The General Staff of the Army of Republika Srpska (Генералштаб Војске Републике Српске / Generalštab Vojske Republike Srpske) was the highest professional and staff organ for preparation and use of the Army of Republika Srpska in war and in peace.

== Main Staff (1992–1995) ==
After the outbreak of the Bosnian War, the Army of Republika Srpska was founded on 12 May 1992 with Ratko Mladić as its commander.

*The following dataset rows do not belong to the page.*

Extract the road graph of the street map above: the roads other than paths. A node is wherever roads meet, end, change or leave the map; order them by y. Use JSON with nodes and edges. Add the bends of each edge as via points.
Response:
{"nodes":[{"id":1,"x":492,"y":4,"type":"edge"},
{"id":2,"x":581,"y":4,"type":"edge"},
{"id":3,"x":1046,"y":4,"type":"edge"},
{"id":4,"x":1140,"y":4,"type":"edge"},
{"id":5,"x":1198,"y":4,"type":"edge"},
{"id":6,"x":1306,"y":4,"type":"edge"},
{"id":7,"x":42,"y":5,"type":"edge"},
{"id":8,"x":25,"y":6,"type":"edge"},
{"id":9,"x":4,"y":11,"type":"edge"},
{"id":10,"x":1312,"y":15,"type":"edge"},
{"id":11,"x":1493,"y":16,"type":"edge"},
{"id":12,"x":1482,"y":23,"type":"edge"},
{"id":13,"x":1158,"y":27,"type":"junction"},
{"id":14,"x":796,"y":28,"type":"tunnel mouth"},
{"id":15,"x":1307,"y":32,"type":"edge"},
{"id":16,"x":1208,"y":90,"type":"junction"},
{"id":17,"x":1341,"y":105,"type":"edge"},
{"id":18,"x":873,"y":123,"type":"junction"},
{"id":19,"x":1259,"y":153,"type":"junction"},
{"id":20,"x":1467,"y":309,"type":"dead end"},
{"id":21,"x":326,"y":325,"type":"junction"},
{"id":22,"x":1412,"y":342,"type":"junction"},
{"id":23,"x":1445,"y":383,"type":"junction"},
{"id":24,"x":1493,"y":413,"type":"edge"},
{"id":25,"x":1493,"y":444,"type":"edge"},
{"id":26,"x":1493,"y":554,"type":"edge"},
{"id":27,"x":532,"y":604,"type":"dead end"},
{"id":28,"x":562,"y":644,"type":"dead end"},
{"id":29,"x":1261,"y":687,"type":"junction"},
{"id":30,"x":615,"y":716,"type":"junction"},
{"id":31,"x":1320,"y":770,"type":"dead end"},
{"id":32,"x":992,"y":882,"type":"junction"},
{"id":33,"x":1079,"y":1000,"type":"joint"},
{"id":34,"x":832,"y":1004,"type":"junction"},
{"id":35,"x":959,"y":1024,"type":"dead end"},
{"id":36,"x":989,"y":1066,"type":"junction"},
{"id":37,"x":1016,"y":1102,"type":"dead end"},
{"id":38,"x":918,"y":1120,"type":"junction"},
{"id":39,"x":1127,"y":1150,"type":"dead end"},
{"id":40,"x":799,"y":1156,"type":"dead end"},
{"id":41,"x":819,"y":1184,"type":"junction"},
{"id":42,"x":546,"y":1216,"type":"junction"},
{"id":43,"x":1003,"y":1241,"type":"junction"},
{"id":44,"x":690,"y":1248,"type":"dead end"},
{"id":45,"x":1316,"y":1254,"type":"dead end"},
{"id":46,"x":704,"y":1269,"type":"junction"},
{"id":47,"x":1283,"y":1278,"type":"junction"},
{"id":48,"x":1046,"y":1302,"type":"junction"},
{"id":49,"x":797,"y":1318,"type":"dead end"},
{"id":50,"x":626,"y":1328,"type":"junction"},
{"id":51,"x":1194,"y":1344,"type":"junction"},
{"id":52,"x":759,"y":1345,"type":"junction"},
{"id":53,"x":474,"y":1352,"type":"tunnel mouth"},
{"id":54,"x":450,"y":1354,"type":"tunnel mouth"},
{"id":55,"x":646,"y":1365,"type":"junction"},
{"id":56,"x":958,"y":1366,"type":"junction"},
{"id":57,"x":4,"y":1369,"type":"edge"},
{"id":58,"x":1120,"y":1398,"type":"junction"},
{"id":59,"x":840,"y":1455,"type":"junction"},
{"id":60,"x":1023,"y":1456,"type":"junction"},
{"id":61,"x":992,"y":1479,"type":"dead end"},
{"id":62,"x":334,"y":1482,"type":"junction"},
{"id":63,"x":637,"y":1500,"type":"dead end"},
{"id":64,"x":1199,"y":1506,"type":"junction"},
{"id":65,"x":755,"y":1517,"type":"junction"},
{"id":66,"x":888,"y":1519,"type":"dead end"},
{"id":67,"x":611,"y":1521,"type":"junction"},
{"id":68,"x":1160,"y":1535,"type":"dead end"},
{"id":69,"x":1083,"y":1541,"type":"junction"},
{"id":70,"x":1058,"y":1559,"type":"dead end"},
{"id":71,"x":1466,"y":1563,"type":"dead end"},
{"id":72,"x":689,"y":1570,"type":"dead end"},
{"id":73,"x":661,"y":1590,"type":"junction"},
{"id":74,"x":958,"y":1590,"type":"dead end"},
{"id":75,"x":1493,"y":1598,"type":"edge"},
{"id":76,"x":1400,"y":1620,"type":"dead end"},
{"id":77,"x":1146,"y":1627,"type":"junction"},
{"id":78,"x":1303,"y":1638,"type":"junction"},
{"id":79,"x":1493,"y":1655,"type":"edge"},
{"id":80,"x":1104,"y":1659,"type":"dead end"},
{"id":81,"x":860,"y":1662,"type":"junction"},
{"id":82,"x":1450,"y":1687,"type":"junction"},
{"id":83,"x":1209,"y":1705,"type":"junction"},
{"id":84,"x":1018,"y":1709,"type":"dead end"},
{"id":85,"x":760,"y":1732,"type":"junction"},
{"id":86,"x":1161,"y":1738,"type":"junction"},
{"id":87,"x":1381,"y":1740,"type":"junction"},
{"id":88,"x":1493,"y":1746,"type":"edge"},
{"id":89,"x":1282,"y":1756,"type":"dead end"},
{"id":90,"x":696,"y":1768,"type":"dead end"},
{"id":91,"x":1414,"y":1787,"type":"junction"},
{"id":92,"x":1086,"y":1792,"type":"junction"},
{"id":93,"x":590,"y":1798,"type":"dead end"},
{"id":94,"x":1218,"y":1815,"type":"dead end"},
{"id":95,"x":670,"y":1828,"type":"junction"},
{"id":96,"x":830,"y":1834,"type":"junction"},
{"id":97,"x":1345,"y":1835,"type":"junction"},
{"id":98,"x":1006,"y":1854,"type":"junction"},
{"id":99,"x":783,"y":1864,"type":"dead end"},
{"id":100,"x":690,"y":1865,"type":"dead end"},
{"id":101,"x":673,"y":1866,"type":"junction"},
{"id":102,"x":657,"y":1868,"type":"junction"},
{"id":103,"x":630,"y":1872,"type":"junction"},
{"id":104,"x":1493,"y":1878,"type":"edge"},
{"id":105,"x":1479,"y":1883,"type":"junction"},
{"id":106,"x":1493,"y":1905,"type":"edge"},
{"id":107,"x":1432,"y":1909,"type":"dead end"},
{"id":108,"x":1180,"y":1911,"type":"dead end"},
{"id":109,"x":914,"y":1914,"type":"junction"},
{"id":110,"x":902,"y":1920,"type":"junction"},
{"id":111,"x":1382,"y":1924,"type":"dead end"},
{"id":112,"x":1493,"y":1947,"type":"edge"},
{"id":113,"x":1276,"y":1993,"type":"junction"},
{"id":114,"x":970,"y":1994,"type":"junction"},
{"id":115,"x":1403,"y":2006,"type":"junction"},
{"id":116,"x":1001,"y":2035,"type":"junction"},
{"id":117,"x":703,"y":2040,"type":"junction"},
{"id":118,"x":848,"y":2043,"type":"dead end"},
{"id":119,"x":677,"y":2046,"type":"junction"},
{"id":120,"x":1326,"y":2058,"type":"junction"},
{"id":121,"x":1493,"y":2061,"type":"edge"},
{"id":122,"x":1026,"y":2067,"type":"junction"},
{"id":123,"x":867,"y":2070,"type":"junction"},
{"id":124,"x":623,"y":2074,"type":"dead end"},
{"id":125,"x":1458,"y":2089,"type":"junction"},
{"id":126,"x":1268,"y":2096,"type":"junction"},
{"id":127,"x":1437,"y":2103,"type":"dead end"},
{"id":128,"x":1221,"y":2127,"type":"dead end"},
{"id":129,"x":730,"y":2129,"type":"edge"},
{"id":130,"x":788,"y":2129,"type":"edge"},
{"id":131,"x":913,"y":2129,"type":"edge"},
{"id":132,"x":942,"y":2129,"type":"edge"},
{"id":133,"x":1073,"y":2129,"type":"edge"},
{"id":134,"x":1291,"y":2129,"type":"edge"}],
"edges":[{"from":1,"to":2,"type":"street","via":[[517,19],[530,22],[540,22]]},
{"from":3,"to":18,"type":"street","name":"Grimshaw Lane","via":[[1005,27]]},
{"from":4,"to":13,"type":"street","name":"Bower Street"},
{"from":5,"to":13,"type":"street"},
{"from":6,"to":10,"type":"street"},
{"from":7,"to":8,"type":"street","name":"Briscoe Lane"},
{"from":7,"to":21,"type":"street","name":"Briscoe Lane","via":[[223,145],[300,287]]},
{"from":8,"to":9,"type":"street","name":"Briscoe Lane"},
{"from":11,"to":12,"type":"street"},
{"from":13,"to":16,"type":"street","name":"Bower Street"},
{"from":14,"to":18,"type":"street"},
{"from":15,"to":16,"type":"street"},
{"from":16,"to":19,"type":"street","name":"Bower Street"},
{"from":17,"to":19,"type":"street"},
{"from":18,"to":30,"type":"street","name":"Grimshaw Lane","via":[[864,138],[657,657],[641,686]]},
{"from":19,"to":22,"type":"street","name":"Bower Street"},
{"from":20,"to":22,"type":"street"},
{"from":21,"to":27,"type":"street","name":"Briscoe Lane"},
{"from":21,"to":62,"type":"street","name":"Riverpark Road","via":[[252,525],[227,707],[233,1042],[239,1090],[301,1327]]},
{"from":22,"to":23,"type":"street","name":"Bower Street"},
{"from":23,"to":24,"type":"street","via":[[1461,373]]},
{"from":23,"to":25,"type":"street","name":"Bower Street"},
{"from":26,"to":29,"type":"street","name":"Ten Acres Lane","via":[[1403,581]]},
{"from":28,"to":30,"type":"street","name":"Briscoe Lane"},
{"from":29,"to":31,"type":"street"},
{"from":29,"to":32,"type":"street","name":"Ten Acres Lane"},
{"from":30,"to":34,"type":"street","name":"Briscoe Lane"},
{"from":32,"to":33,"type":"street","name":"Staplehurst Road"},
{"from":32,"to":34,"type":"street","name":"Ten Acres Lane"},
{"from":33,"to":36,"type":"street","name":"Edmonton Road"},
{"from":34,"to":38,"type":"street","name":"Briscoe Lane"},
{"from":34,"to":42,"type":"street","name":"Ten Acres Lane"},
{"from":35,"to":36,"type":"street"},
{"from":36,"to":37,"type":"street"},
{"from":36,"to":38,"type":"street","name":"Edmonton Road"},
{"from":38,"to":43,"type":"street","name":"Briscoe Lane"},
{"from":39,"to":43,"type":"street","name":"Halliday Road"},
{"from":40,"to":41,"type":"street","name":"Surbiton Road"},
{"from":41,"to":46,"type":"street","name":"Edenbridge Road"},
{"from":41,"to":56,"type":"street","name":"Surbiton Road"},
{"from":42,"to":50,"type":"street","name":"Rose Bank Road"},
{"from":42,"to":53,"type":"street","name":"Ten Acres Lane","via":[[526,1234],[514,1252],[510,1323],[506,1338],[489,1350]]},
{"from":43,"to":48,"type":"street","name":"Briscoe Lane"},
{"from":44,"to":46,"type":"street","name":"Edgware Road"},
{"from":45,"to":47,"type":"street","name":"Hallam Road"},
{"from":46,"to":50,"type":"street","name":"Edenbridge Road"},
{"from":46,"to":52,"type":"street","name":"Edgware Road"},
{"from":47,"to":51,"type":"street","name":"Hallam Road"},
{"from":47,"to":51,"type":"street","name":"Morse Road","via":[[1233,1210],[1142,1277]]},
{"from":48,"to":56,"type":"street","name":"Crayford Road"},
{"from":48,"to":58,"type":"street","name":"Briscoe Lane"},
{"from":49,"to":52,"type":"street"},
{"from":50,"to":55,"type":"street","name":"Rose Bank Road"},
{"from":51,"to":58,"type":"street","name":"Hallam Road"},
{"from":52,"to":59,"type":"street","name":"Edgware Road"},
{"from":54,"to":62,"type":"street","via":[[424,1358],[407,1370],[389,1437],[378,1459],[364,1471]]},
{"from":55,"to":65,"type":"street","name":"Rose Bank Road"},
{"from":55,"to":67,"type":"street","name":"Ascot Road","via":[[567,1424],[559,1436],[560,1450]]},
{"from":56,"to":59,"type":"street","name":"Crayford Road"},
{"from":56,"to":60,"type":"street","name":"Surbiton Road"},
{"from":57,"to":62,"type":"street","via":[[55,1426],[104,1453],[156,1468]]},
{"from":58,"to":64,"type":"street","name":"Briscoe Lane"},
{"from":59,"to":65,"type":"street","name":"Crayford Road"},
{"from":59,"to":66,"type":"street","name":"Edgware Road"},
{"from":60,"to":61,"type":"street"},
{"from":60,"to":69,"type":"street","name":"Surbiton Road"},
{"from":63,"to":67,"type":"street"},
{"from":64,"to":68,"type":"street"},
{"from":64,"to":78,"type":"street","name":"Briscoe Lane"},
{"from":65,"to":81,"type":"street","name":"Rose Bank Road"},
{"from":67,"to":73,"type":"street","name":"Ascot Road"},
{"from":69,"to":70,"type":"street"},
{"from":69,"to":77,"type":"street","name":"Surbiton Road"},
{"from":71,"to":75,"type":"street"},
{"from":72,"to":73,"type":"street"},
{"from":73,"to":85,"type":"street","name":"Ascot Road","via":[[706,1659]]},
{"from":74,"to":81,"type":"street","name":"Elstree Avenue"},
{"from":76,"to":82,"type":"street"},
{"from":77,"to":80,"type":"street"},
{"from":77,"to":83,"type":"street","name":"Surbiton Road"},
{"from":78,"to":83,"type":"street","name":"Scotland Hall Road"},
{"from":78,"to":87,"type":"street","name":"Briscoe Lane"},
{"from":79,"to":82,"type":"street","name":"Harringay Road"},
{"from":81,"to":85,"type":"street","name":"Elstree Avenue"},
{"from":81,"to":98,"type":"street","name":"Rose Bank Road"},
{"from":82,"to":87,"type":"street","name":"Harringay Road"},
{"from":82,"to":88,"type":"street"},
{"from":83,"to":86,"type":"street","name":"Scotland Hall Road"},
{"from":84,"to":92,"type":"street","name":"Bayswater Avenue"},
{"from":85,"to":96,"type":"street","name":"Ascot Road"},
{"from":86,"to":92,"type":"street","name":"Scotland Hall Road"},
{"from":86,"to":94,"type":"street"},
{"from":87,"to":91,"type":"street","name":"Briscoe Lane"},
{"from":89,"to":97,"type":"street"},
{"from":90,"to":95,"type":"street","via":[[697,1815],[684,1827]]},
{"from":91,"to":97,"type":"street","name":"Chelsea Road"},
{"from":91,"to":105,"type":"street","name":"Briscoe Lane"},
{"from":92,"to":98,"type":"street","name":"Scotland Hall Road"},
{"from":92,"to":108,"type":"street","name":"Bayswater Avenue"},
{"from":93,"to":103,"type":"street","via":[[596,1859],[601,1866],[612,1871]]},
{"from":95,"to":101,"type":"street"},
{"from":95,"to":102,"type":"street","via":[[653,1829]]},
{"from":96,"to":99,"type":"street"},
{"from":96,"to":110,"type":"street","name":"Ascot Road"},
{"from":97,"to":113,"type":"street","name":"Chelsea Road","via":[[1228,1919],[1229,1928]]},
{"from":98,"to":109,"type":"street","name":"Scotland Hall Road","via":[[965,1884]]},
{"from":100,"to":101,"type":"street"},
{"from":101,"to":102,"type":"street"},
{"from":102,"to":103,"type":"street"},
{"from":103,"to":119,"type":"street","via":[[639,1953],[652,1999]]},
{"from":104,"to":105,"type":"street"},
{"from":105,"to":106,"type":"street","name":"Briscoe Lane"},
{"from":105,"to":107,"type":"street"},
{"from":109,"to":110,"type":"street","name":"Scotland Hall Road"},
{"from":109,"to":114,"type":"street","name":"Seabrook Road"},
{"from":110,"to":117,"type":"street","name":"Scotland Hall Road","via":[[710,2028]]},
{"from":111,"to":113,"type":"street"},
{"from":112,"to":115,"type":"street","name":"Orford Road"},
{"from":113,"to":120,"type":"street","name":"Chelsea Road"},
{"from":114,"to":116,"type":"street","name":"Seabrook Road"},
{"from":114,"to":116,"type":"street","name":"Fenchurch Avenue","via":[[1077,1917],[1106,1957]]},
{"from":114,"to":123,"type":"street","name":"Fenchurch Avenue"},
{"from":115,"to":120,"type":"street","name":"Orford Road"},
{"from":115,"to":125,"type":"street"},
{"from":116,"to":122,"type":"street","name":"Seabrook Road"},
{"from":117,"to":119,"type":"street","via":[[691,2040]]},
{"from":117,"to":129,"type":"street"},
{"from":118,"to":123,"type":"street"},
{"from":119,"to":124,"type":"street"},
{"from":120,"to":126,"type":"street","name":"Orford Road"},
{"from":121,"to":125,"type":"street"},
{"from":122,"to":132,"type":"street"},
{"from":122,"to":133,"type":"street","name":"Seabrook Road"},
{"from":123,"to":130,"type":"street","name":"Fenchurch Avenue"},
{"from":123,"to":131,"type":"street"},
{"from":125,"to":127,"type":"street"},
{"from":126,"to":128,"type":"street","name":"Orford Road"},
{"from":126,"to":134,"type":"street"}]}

Since the command and units of the Yugoslav People's Army withdrew from Bosnia and Herzegovina on 20 May; that brigades of the Territorial Defence of Republika Srpska with few or none professional military cadres were just formed; that Bosnian War was already in full motion; and that war zone was flooded with volunteer units out of control, the creation of an unified military command unfolded in exceptionally difficult circumstances.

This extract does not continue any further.